* _PROMPT_
Whatever appears in the entries must be given again exactly.

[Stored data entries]
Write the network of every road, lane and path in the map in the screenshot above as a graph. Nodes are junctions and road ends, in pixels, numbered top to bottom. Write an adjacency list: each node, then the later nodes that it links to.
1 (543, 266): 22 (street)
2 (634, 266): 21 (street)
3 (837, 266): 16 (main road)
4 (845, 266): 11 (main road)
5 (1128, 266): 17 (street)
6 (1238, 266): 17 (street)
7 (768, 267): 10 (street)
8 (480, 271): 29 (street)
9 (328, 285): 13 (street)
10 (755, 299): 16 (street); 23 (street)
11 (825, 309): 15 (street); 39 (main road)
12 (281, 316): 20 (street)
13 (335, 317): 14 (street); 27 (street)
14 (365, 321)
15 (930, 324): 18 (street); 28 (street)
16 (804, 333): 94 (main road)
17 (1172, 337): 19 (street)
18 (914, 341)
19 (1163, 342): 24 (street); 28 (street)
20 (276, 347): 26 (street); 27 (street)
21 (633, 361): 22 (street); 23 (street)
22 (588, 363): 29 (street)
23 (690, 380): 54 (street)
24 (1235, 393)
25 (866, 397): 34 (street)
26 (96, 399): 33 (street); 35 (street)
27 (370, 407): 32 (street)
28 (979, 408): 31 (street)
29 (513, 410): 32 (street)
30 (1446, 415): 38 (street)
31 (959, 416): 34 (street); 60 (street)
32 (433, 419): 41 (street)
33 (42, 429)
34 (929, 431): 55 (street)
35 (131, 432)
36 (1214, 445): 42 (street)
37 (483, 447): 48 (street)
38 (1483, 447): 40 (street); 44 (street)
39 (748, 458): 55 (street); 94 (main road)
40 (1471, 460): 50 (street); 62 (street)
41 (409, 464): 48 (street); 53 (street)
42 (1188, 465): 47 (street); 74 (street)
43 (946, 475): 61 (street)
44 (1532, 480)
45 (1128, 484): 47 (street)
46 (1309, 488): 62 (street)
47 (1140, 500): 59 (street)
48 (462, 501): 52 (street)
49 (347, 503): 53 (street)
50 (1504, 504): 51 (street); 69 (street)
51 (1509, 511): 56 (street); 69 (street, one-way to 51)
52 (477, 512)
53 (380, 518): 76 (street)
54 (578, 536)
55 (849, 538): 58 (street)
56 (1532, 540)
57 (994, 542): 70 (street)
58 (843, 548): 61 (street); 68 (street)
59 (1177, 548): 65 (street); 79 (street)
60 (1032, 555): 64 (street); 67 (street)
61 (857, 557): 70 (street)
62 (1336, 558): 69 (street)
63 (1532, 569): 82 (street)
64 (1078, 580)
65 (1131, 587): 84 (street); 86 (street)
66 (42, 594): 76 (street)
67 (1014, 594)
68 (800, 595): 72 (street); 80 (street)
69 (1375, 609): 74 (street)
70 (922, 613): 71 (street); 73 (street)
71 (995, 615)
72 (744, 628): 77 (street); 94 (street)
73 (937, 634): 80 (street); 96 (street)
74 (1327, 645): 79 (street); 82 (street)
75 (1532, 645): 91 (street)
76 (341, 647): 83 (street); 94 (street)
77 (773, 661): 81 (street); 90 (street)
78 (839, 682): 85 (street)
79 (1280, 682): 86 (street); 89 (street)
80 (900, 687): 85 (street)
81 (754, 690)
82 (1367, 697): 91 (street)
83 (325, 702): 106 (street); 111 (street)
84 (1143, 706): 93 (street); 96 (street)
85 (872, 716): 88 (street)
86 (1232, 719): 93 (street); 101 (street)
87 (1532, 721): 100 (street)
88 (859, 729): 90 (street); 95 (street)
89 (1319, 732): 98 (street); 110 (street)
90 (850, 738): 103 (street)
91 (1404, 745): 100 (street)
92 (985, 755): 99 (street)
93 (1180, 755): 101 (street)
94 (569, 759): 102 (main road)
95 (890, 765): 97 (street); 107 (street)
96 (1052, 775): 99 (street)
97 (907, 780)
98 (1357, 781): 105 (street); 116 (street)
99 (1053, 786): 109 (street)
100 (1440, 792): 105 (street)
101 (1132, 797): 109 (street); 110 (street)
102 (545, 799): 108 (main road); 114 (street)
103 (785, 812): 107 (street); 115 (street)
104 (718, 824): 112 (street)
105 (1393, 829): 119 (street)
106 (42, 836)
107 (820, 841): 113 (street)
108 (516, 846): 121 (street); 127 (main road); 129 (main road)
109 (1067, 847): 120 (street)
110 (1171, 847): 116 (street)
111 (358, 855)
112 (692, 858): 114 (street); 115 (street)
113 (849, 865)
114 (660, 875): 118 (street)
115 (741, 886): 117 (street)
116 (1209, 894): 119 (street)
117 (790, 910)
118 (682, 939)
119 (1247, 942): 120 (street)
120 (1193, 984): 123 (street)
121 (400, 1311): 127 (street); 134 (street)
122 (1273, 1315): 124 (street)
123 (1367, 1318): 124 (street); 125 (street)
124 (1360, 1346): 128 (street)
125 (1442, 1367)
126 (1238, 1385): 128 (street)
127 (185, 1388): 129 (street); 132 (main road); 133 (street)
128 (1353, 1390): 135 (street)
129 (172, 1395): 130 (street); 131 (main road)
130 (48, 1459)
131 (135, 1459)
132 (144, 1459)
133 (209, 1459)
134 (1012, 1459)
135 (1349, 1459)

* _SOLVED PROBLEM_
Write the network of every road, lane and path in the map in the screenshot above as a graph. Nodes are junctions and road ends, in pixels, numbered top to bottom. Write an adjacency list: each node, then the later nodes that it links to.
1 (543, 266): 22 (street)
2 (634, 266): 21 (street)
3 (837, 266): 16 (main road)
4 (845, 266): 11 (main road)
5 (1128, 266): 17 (street)
6 (1238, 266): 17 (street)
7 (768, 267): 10 (street)
8 (480, 271): 29 (street)
9 (328, 285): 13 (street)
10 (755, 299): 16 (street); 23 (street)
11 (825, 309): 15 (street); 39 (main road)
12 (281, 316): 20 (street)
13 (335, 317): 14 (street); 27 (street)
14 (365, 321)
15 (930, 324): 18 (street); 28 (street)
16 (804, 333): 94 (main road)
17 (1172, 337): 19 (street)
18 (914, 341)
19 (1163, 342): 24 (street); 28 (street)
20 (276, 347): 26 (street); 27 (street)
21 (633, 361): 22 (street); 23 (street)
22 (588, 363): 29 (street)
23 (690, 380): 54 (street)
24 (1235, 393)
25 (866, 397): 34 (street)
26 (96, 399): 33 (street); 35 (street)
27 (370, 407): 32 (street)
28 (979, 408): 31 (street)
29 (513, 410): 32 (street)
30 (1446, 415): 38 (street)
31 (959, 416): 34 (street); 60 (street)
32 (433, 419): 41 (street)
33 (42, 429)
34 (929, 431): 55 (street)
35 (131, 432)
36 (1214, 445): 42 (street)
37 (483, 447): 48 (street)
38 (1483, 447): 40 (street); 44 (street)
39 (748, 458): 55 (street); 94 (main road)
40 (1471, 460): 50 (street); 62 (street)
41 (409, 464): 48 (street); 53 (street)
42 (1188, 465): 47 (street); 74 (street)
43 (946, 475): 61 (street)
44 (1532, 480)
45 (1128, 484): 47 (street)
46 (1309, 488): 62 (street)
47 (1140, 500): 59 (street)
48 (462, 501): 52 (street)
49 (347, 503): 53 (street)
50 (1504, 504): 51 (street); 69 (street)
51 (1509, 511): 56 (street); 69 (street, one-way to 51)
52 (477, 512)
53 (380, 518): 76 (street)
54 (578, 536)
55 (849, 538): 58 (street)
56 (1532, 540)
57 (994, 542): 70 (street)
58 (843, 548): 61 (street); 68 (street)
59 (1177, 548): 65 (street); 79 (street)
60 (1032, 555): 64 (street); 67 (street)
61 (857, 557): 70 (street)
62 (1336, 558): 69 (street)
63 (1532, 569): 82 (street)
64 (1078, 580)
65 (1131, 587): 84 (street); 86 (street)
66 (42, 594): 76 (street)
67 (1014, 594)
68 (800, 595): 72 (street); 80 (street)
69 (1375, 609): 74 (street)
70 (922, 613): 71 (street); 73 (street)
71 (995, 615)
72 (744, 628): 77 (street); 94 (street)
73 (937, 634): 80 (street); 96 (street)
74 (1327, 645): 79 (street); 82 (street)
75 (1532, 645): 91 (street)
76 (341, 647): 83 (street); 94 (street)
77 (773, 661): 81 (street); 90 (street)
78 (839, 682): 85 (street)
79 (1280, 682): 86 (street); 89 (street)
80 (900, 687): 85 (street)
81 (754, 690)
82 (1367, 697): 91 (street)
83 (325, 702): 106 (street); 111 (street)
84 (1143, 706): 93 (street); 96 (street)
85 (872, 716): 88 (street)
86 (1232, 719): 93 (street); 101 (street)
87 (1532, 721): 100 (street)
88 (859, 729): 90 (street); 95 (street)
89 (1319, 732): 98 (street); 110 (street)
90 (850, 738): 103 (street)
91 (1404, 745): 100 (street)
92 (985, 755): 99 (street)
93 (1180, 755): 101 (street)
94 (569, 759): 102 (main road)
95 (890, 765): 97 (street); 107 (street)
96 (1052, 775): 99 (street)
97 (907, 780)
98 (1357, 781): 105 (street); 116 (street)
99 (1053, 786): 109 (street)
100 (1440, 792): 105 (street)
101 (1132, 797): 109 (street); 110 (street)
102 (545, 799): 108 (main road); 114 (street)
103 (785, 812): 107 (street); 115 (street)
104 (718, 824): 112 (street)
105 (1393, 829): 119 (street)
106 (42, 836)
107 (820, 841): 113 (street)
108 (516, 846): 121 (street); 127 (main road); 129 (main road)
109 (1067, 847): 120 (street)
110 (1171, 847): 116 (street)
111 (358, 855)
112 (692, 858): 114 (street); 115 (street)
113 (849, 865)
114 (660, 875): 118 (street)
115 (741, 886): 117 (street)
116 (1209, 894): 119 (street)
117 (790, 910)
118 (682, 939)
119 (1247, 942): 120 (street)
120 (1193, 984): 123 (street)
121 (400, 1311): 127 (street); 134 (street)
122 (1273, 1315): 124 (street)
123 (1367, 1318): 124 (street); 125 (street)
124 (1360, 1346): 128 (street)
125 (1442, 1367)
126 (1238, 1385): 128 (street)
127 (185, 1388): 129 (street); 132 (main road); 133 (street)
128 (1353, 1390): 135 (street)
129 (172, 1395): 130 (street); 131 (main road)
130 (48, 1459)
131 (135, 1459)
132 (144, 1459)
133 (209, 1459)
134 (1012, 1459)
135 (1349, 1459)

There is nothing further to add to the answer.